The game started with the Grunfeld Defence – three knight’s variation. This is the position after 10 moves with Fischer playing with black.
White plays 11.Bg5?, a bad move as the first basic rule of chess implies that the pieces should be developed and placed in good positions so as to have a good positive play. It is a waste of a move as it allows a sudden crescendo of tactical points to be uncovered by Fischer. Be2 followed by O-O would have been more sensible.
Moving forward, 11…Na4! It’s difficult to identify a bad move and then capitalize on it at the same time. Fischer exactly did the same. An excellent move! Now, white plays 12.Qa3. On 12.Nxa4 Nxe4, white would have faced certain difficulties with black’s knight and bishop playing in the center, which is why Na4 is the better move.
12…Nxc3. The idea is to capture the e4 pawn and attack the king which is trapped in the center. 13. bxc3 Nxe4. The board now looks like this-
White plays 14. Be7? He knows his king is trapped in the center and still he is still opening the e-file for black’s rook to have better attacking play. A bad move in these circumstances. Black now has a very good position with all its pieces placed in the right position.
14…Qb6 15. Be4 Nc3 16. Bc5. 16. Qxc3 would have led to 16. …Rae8 17. Qe7 Qc7, with black in a much better position .
Moving on, 16 …Rfe8 + 17. Kf1. The board now looks like this-
17…be6!! An excellent move, probably one of the best moves one could see in a game. If this is the Game of the Century, then this should be honoured as the counter of the century. Brilliant by Fischer! Black offers his queen in exchange for a ferocious attack with his minor pieces.
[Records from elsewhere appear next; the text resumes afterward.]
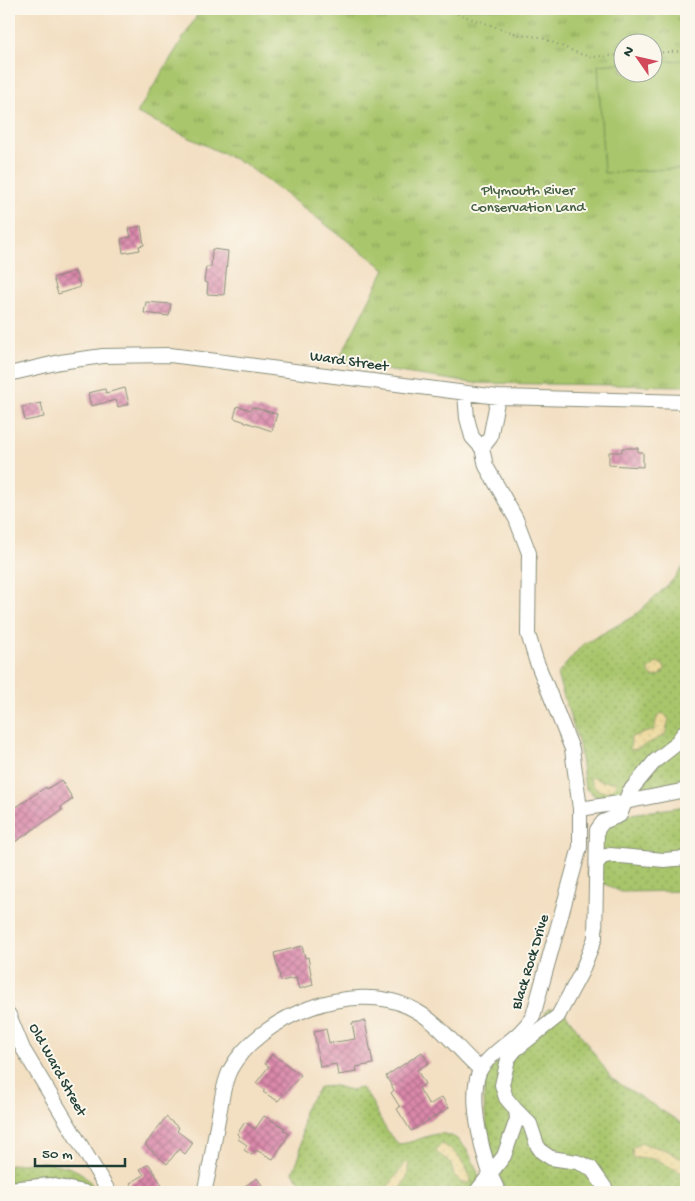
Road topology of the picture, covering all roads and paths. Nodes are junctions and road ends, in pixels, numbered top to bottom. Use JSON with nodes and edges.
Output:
{"nodes":[{"id":1,"x":443,"y":9,"type":"edge"},
{"id":2,"x":686,"y":51,"type":"edge"},
{"id":3,"x":662,"y":52,"type":"edge"},
{"id":4,"x":612,"y":56,"type":"edge"},
{"id":5,"x":9,"y":374,"type":"edge"},
{"id":6,"x":465,"y":394,"type":"junction"},
{"id":7,"x":498,"y":398,"type":"junction"},
{"id":8,"x":686,"y":402,"type":"edge"},
{"id":9,"x":482,"y":448,"type":"junction"},
{"id":10,"x":686,"y":730,"type":"edge"},
{"id":11,"x":686,"y":790,"type":"edge"},
{"id":12,"x":626,"y":802,"type":"junction"},
{"id":13,"x":580,"y":808,"type":"junction"},
{"id":14,"x":686,"y":858,"type":"edge"},
{"id":15,"x":598,"y":862,"type":"junction"},
{"id":16,"x":9,"y":1015,"type":"edge"},
{"id":17,"x":480,"y":1069,"type":"junction"},
{"id":18,"x":514,"y":1107,"type":"junction"},
{"id":19,"x":490,"y":1175,"type":"junction"},
{"id":20,"x":9,"y":1189,"type":"edge"},
{"id":21,"x":84,"y":1192,"type":"edge"},
{"id":22,"x":108,"y":1192,"type":"edge"},
{"id":23,"x":204,"y":1192,"type":"edge"},
{"id":24,"x":476,"y":1192,"type":"edge"},
{"id":25,"x":499,"y":1192,"type":"edge"},
{"id":26,"x":608,"y":1192,"type":"edge"}],
"edges":[{"from":1,"to":4,"type":"path"},
{"from":2,"to":3,"type":"path"},
{"from":5,"to":6,"type":"street","name":"Ward Street"},
{"from":6,"to":7,"type":"street","name":"Ward Street"},
{"from":6,"to":9,"type":"street","name":"Black Rock Drive"},
{"from":7,"to":8,"type":"street","name":"Ward Street"},
{"from":7,"to":9,"type":"street"},
{"from":9,"to":13,"type":"street","name":"Black Rock Drive"},
{"from":10,"to":12,"type":"street"},
{"from":11,"to":12,"type":"street"},
{"from":12,"to":13,"type":"street"},
{"from":12,"to":15,"type":"street"},
{"from":13,"to":17,"type":"street","name":"Black Rock Drive"},
{"from":14,"to":15,"type":"street"},
{"from":15,"to":18,"type":"street"},
{"from":16,"to":22,"type":"street","name":"Old Ward Street"},
{"from":17,"to":19,"type":"street"},
{"from":17,"to":23,"type":"street"},
{"from":18,"to":19,"type":"street"},
{"from":18,"to":26,"type":"street"},
{"from":19,"to":24,"type":"street"},
{"from":19,"to":25,"type":"street"},
{"from":20,"to":21,"type":"street"}]}
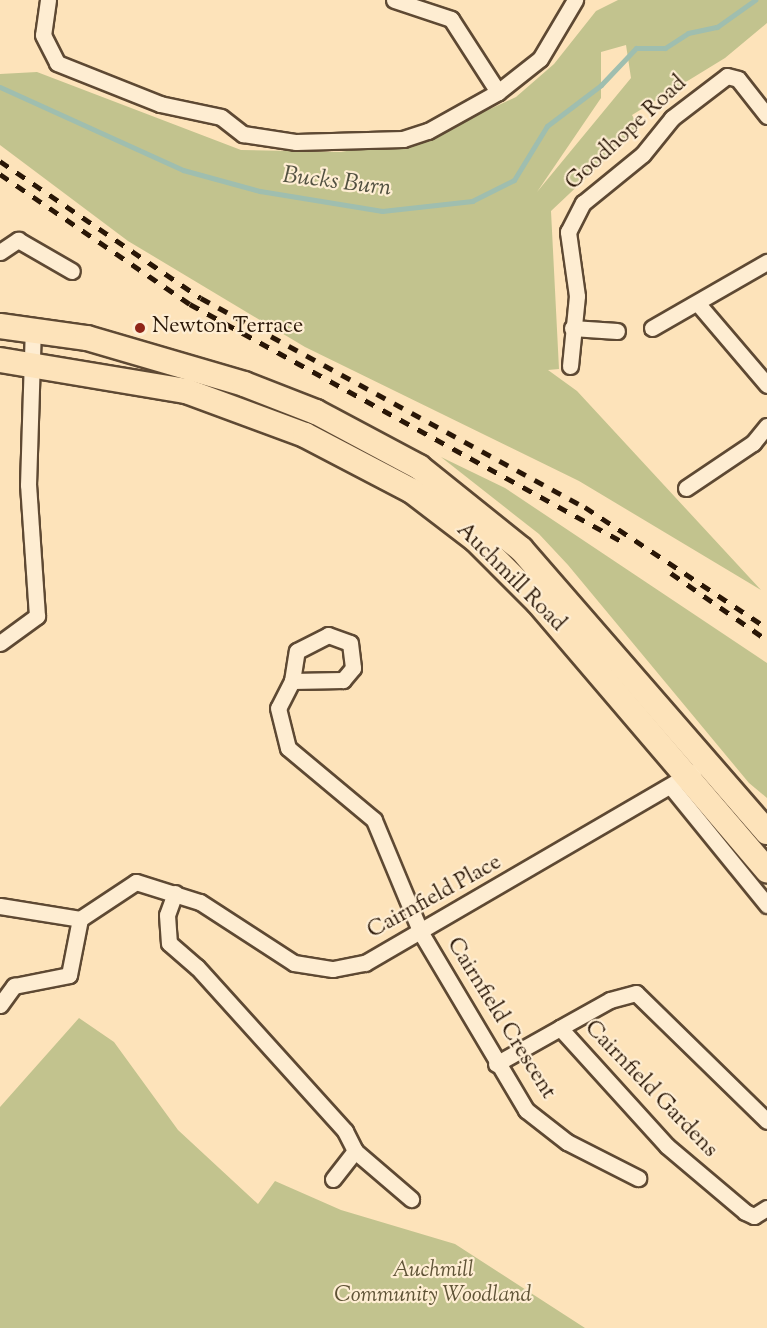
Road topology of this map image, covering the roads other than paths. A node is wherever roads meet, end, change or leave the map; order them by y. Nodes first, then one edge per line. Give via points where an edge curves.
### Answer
1 (48, 0) edge
2 (394, 0) edge
3 (575, 0) edge
4 (498, 92) junction
5 (767, 116) edge
6 (0, 252) edge
7 (767, 262) edge
8 (72, 272) dead end
9 (699, 305) junction
10 (0, 326) edge
11 (572, 328) junction
12 (652, 328) dead end
13 (33, 329) junction
14 (616, 331) dead end
15 (0, 360) edge
16 (31, 363) junction
17 (570, 366) dead end
18 (767, 385) edge
19 (767, 426) edge
20 (686, 488) dead end
21 (0, 643) edge
22 (292, 681) dead end
23 (707, 760) junction
24 (680, 782) junction
25 (767, 831) edge
26 (767, 870) edge
27 (175, 893) junction
28 (767, 905) edge
29 (0, 906) edge
30 (80, 919) junction
31 (421, 933) junction
32 (0, 1005) edge
33 (560, 1028) junction
34 (496, 1064) junction
35 (767, 1121) edge
36 (355, 1151) junction
37 (638, 1178) dead end
38 (333, 1179) dead end
39 (411, 1199) dead end
40 (767, 1208) edge

1 - 4 street via 43,35 57,63 160,104 220,117 243,134 296,142 411,138
2 - 4 street via 451,19
3 - 4 street via 549,50
5 - 11 street, Goodhope Road via 738,79 725,77 672,118 643,154 583,203 568,232 577,296
6 - 8 street via 18,240
7 - 9 street
9 - 12 street
9 - 18 street
10 - 13 main road, Auchmill Road
11 - 14 street
11 - 17 street, Goodhope Road
13 - 16 street
13 - 23 main road, Auchmill Road via 87,338 244,384 316,412 419,467 508,535
15 - 16 main road, Auchmill Road
16 - 21 street via 28,485 37,616
16 - 24 main road, Auchmill Road via 186,391 304,435 387,474 502,564
19 - 20 street via 753,443
22 - 31 street, Cairnfield Crescent via 278,708 288,748 374,820
23 - 24 street, Cairnfield Place
23 - 25 main road, Auchmill Road
24 - 26 main road, Auchmill Road
24 - 28 street, Auchmill Road
24 - 31 street, Cairnfield Place
27 - 30 street, Cairnfield Place via 136,882
27 - 31 street, Cairnfield Place via 200,902 282,958 305,966 365,963
27 - 36 street via 166,915 169,943 197,967 345,1131
29 - 30 street
30 - 32 street via 69,975 14,986
31 - 34 street, Cairnfield Crescent
33 - 34 street, Cairnfield Gardens
33 - 35 street, Cairnfield Gardens via 620,995 636,993
33 - 40 street, Cairnfield Gardens via 667,1146 745,1212 754,1216
34 - 37 street, Cairnfield Crescent via 544,1126
36 - 38 street
36 - 39 street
Declining this offer may just prove fatal for white after 18. Bxe6. It leads to a smothered mate or the fools mate with..Qb5+ 19. Kg1 Ne2+ 20. Kf1 Ng3 21.Kg1 Qf1+ 22.Rxf1 Ne2#
Also, 18. Qxc3 leads to 18…Qxc5, which is indeed troublesome for white.
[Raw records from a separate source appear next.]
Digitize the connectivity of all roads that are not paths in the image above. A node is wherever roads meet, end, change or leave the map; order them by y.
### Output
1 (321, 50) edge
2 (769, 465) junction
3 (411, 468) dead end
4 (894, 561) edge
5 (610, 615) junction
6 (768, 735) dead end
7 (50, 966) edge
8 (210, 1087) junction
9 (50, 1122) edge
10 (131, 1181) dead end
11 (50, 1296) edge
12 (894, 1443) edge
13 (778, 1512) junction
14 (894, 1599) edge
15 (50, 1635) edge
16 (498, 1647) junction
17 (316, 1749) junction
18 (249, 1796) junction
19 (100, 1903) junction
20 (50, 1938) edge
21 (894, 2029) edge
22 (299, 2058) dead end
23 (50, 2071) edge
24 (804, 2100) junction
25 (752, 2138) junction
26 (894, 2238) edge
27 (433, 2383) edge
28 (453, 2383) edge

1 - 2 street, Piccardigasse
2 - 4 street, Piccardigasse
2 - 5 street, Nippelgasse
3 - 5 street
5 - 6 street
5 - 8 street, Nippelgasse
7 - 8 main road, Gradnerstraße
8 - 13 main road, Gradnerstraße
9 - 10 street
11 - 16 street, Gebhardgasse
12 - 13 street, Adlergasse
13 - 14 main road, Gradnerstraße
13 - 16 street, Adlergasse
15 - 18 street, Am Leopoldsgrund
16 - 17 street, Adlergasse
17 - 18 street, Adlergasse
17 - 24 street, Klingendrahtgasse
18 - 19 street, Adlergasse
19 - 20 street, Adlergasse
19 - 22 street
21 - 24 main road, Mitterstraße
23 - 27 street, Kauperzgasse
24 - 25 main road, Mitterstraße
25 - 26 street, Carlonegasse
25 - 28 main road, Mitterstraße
Moving forward to what happened, 18. Bxb6 Bxe4 19. Kg1 Ne2 20. Kf1 Nxd4. This tactical scenario where a king is repeatedly revealed to checks is called a “windmill”. After the 25th move, the board seemed like this:
Sacrificing his queen for good attacking play was indeed an audacious move by Fischer. Black has a rook, a bishop and a knight in exchange for white’s queen. Also, white’s rook is unplayable; one can simply say it is of no use in front of Fischer’s stormy play.
The board seemed like this after the 32nd move-
The genius of Bobby Fischer’s play can be seen here as every piece and pawn of his camp is defended. White has literally nothing to do. With black to play, after the 36th move, the position is-
Its mate in 5 moves from here on. White’s queen is unable to protect the king and is stuck nowhere.
36…Ng3+ 37. Ke1 Bb4+ 38. Kd1 Bb3+ 39. Ke1 Ne2+ 40. Kb1 Nc3+ 41. Kc1 Rc2#
Fischer did it in style. Undoubtedly one of the best players of all time plays the Game of the Century with so many tactical theories involved, at the age of 13.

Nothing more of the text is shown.